OHSU

Recently officials at Oregon Health Sciences University discovered that residents in several departments were storing patient information on Google Drive, and had been doing so for the past two years. They treated this discovery as a breach of privacy and notified 3000 patients about the incident.

While I don’t condone the storage of patient information on unapproved services like Gmail or Google Drive, this incident pretty much highlights the sorry state of information systems within the hospital and the unfulfilled need by physicians for tools that facilitate workflow and patient care.

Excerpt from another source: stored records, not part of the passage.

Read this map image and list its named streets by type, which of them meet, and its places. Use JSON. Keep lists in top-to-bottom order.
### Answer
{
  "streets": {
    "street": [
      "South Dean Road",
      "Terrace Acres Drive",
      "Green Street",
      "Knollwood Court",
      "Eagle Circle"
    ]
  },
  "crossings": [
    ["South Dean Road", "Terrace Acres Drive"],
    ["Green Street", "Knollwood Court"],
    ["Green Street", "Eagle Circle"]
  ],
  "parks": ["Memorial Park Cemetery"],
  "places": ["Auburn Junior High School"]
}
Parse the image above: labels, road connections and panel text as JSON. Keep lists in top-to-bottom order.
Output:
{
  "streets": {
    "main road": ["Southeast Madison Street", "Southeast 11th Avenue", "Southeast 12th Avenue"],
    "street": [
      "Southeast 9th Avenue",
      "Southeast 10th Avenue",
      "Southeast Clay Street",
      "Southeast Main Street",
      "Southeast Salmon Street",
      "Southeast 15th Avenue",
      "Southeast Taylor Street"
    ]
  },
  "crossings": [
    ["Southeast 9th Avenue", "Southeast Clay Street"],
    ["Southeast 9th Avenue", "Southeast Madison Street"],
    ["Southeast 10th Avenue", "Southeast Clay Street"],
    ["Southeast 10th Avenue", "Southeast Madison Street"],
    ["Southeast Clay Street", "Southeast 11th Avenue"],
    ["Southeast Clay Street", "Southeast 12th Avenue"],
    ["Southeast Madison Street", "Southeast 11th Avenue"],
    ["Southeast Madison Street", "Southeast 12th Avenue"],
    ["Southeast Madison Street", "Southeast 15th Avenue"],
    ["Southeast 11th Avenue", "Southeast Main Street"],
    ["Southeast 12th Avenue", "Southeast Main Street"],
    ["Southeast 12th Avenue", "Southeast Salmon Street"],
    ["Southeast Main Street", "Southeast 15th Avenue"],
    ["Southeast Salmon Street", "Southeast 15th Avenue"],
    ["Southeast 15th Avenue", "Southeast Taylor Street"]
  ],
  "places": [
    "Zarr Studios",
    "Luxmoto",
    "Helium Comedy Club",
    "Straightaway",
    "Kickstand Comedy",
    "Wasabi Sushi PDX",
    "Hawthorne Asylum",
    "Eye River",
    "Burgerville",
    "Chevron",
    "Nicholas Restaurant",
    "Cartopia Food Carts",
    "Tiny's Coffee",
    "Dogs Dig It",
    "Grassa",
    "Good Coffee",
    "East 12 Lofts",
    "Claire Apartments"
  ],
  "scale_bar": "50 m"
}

It says something that the Oregon residents felt compelled to take such a drastic action. I don’t know what punishment – if any – those responsible were given by administrators for their “crimes.” I’ll leave it to readers to make up their own minds about the wisdom of the unauthorized workaround and the appropriateness of any punishment. But I do know that the message the incident sends is a very clear one.

We’re screwing this up. There is really no earthly reason why it should be any more difficult to share a patient record than it is to share a Word doc, a Powerpoint or yes, even a cloud-based Google Drive spreadsheet.

Why the Breach Happened

What’s going on here? Let’s say I admit a patient to the hospital.  Our friend was hospitalized here just last month, and like many patients, he has dementia or is poorly educated, and does not know the names of the medications he takes. Unfortunately, I don’t have the ability to see what he takes or how he was treated during the prior admission because the records in the computer are there for documentation’s sake and don’t contain any meaningful information. This is clearly a problem for me.

Therefore I will spend time calling outside facilities to gather information and repeat several tests and imaging procedures.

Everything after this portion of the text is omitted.